▶ **What this task involves**
Each line below that includes the word "PATERSON" is to be reported.
Provided material START
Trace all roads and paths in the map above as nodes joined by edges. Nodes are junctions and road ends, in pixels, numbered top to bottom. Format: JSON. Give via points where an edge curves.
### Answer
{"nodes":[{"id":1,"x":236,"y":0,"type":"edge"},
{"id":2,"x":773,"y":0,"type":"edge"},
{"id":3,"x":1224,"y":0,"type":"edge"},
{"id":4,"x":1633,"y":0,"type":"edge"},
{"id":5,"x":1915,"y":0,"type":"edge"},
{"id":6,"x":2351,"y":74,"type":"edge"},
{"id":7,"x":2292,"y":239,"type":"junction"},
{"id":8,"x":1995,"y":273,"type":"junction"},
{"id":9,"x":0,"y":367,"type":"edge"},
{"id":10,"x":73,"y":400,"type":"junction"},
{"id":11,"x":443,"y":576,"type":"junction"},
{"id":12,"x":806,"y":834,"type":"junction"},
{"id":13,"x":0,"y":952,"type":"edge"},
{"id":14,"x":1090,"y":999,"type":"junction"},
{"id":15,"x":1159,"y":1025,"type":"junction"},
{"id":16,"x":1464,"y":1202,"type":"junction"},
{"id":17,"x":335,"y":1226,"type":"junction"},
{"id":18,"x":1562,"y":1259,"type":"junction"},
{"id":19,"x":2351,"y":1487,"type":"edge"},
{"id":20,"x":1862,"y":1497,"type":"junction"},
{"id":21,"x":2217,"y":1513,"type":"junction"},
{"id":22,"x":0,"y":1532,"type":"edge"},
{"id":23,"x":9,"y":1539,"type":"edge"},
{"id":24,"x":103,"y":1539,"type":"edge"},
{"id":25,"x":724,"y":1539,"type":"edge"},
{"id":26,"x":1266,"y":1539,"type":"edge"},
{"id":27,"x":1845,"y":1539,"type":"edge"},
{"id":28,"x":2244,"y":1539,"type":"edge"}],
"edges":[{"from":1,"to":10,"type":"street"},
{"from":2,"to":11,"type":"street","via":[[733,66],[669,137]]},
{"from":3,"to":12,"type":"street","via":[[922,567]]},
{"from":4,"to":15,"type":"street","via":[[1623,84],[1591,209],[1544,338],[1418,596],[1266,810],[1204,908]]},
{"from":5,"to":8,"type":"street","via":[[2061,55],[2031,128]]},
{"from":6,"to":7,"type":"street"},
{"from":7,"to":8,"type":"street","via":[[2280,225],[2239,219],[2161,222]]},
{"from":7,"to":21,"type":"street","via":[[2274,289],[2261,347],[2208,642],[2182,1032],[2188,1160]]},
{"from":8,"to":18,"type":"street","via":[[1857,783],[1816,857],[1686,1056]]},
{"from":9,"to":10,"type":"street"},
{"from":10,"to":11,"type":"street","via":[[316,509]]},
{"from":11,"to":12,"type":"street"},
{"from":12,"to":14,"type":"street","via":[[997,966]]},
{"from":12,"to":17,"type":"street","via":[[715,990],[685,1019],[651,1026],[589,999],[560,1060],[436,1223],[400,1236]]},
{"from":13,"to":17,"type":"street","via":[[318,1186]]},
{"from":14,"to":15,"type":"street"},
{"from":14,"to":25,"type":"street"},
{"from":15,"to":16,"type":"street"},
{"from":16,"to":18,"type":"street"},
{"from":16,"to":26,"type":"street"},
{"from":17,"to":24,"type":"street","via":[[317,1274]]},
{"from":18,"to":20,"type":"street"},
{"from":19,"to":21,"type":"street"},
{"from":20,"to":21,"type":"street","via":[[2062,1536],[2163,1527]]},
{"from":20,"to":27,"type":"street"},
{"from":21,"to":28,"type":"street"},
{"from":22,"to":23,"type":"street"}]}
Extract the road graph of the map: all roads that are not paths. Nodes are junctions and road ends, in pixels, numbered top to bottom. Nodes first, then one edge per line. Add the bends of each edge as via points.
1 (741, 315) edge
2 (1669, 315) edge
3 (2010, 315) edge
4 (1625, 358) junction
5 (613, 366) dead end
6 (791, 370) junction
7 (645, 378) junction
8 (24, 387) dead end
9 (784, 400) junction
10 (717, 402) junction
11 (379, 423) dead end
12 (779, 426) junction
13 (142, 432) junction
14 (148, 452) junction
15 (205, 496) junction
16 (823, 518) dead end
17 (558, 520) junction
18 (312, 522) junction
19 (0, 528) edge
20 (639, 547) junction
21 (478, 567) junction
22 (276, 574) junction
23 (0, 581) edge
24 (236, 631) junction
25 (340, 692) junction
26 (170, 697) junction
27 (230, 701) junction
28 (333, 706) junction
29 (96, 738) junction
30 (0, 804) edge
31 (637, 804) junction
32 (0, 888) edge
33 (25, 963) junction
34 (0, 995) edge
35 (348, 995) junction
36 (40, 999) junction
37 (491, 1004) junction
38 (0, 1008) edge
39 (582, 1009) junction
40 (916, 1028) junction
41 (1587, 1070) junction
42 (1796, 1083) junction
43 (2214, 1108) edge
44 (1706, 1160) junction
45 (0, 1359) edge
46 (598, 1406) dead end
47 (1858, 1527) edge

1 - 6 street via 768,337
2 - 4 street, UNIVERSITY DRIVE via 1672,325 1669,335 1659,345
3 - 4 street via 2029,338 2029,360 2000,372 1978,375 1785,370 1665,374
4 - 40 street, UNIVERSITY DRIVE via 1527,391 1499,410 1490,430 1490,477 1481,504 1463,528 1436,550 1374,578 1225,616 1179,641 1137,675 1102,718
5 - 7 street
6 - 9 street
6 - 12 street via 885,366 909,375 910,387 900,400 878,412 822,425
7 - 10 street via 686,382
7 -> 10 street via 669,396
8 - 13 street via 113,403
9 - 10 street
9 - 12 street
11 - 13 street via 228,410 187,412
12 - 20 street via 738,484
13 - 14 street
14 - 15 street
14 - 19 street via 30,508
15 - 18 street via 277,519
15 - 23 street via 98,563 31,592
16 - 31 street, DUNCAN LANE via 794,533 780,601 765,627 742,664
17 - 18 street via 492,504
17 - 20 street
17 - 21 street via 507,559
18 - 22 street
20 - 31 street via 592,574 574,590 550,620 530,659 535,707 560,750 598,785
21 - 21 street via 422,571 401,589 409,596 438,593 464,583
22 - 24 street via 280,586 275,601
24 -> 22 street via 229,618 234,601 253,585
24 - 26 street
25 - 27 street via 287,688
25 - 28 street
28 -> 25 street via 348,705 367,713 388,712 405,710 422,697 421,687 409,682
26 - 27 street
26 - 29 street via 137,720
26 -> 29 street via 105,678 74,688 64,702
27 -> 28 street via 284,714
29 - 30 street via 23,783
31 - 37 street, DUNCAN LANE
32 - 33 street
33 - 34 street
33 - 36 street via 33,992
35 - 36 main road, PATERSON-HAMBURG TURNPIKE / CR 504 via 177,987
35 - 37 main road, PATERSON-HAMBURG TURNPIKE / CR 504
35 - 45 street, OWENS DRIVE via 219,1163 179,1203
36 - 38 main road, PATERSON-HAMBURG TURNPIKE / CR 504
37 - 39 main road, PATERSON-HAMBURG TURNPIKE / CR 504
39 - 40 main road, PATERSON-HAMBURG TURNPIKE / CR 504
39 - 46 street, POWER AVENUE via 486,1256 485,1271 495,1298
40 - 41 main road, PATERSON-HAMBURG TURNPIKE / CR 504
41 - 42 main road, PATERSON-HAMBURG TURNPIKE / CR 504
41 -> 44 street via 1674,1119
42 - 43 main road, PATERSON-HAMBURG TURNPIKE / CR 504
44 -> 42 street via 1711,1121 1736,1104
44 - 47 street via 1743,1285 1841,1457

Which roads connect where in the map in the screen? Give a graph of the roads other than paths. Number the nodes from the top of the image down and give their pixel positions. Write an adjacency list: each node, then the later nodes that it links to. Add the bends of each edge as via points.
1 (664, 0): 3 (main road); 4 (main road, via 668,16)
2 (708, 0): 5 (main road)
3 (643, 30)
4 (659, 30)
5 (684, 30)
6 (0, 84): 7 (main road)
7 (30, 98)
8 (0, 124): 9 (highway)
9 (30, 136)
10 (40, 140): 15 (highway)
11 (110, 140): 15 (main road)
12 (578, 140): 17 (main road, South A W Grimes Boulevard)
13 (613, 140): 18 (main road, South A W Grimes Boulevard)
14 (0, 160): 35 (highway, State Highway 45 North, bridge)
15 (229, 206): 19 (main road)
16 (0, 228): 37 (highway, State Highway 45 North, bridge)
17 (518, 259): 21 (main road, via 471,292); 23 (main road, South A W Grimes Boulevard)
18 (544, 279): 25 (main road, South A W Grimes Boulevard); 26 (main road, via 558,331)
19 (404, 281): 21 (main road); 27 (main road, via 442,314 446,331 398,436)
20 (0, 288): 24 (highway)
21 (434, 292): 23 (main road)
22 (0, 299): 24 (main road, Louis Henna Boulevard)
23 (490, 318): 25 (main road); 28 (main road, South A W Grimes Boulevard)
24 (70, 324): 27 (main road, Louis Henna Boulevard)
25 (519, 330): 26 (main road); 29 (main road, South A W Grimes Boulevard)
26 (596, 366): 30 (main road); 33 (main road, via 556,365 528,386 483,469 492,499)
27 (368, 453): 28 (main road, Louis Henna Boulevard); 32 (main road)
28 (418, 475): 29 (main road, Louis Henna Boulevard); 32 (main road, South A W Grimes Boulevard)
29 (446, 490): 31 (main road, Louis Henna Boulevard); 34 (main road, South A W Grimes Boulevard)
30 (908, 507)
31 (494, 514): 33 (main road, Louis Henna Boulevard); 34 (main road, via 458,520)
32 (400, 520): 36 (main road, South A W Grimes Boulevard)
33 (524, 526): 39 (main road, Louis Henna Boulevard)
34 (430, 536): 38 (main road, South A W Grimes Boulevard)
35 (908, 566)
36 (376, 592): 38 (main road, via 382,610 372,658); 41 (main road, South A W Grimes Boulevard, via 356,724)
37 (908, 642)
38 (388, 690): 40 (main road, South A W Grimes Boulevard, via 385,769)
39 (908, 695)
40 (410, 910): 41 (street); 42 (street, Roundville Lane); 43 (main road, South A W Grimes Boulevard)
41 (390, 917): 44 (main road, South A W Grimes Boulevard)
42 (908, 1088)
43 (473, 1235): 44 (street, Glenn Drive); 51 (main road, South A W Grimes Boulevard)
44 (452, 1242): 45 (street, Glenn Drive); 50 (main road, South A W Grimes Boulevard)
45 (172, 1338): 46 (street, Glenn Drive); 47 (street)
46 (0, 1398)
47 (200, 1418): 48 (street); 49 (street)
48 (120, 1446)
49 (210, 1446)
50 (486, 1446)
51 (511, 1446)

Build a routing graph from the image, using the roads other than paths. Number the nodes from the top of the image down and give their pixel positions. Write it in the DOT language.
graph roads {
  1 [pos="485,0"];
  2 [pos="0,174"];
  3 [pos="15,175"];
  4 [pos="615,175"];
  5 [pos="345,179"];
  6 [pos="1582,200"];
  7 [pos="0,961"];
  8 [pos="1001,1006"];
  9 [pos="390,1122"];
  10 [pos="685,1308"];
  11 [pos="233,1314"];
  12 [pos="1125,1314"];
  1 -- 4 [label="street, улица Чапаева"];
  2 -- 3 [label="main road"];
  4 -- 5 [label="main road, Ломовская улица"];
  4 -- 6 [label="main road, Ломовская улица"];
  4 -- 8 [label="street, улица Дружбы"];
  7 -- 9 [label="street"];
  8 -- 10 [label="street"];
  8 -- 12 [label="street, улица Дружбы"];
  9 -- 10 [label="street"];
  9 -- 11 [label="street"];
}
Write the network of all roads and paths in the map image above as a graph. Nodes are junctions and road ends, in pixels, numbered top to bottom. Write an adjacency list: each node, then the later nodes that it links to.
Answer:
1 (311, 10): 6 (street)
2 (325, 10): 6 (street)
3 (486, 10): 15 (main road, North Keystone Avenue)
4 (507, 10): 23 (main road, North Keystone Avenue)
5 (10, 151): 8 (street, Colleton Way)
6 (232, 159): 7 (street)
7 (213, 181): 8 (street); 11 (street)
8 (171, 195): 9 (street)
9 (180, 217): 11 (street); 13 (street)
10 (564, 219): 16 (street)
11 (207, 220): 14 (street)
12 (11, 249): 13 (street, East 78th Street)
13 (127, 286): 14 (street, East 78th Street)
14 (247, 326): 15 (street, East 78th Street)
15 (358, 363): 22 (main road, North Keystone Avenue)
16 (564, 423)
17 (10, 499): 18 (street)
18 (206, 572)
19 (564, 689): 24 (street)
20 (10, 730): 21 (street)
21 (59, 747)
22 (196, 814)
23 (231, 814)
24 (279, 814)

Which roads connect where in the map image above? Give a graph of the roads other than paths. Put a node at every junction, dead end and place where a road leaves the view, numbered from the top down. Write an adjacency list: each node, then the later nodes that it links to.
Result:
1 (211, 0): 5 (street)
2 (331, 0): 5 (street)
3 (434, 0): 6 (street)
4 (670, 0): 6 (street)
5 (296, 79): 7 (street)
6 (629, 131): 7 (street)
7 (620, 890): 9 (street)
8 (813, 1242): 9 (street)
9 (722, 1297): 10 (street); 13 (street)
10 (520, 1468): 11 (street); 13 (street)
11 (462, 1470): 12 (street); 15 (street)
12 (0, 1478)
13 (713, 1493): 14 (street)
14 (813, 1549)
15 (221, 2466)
Provided material END
▶ **Reply to the exercise**
35 - 36 main road, PATERSON-HAMBURG TURNPIKE / CR 504 via 177,987
35 - 37 main road, PATERSON-HAMBURG TURNPIKE / CR 504
36 - 38 main road, PATERSON-HAMBURG TURNPIKE / CR 504
37 - 39 main road, PATERSON-HAMBURG TURNPIKE / CR 504
39 - 40 main road, PATERSON-HAMBURG TURNPIKE / CR 504
40 - 41 main road, PATERSON-HAMBURG TURNPIKE / CR 504
41 - 42 main road, PATERSON-HAMBURG TURNPIKE / CR 504
42 - 43 main road, PATERSON-HAMBURG TURNPIKE / CR 504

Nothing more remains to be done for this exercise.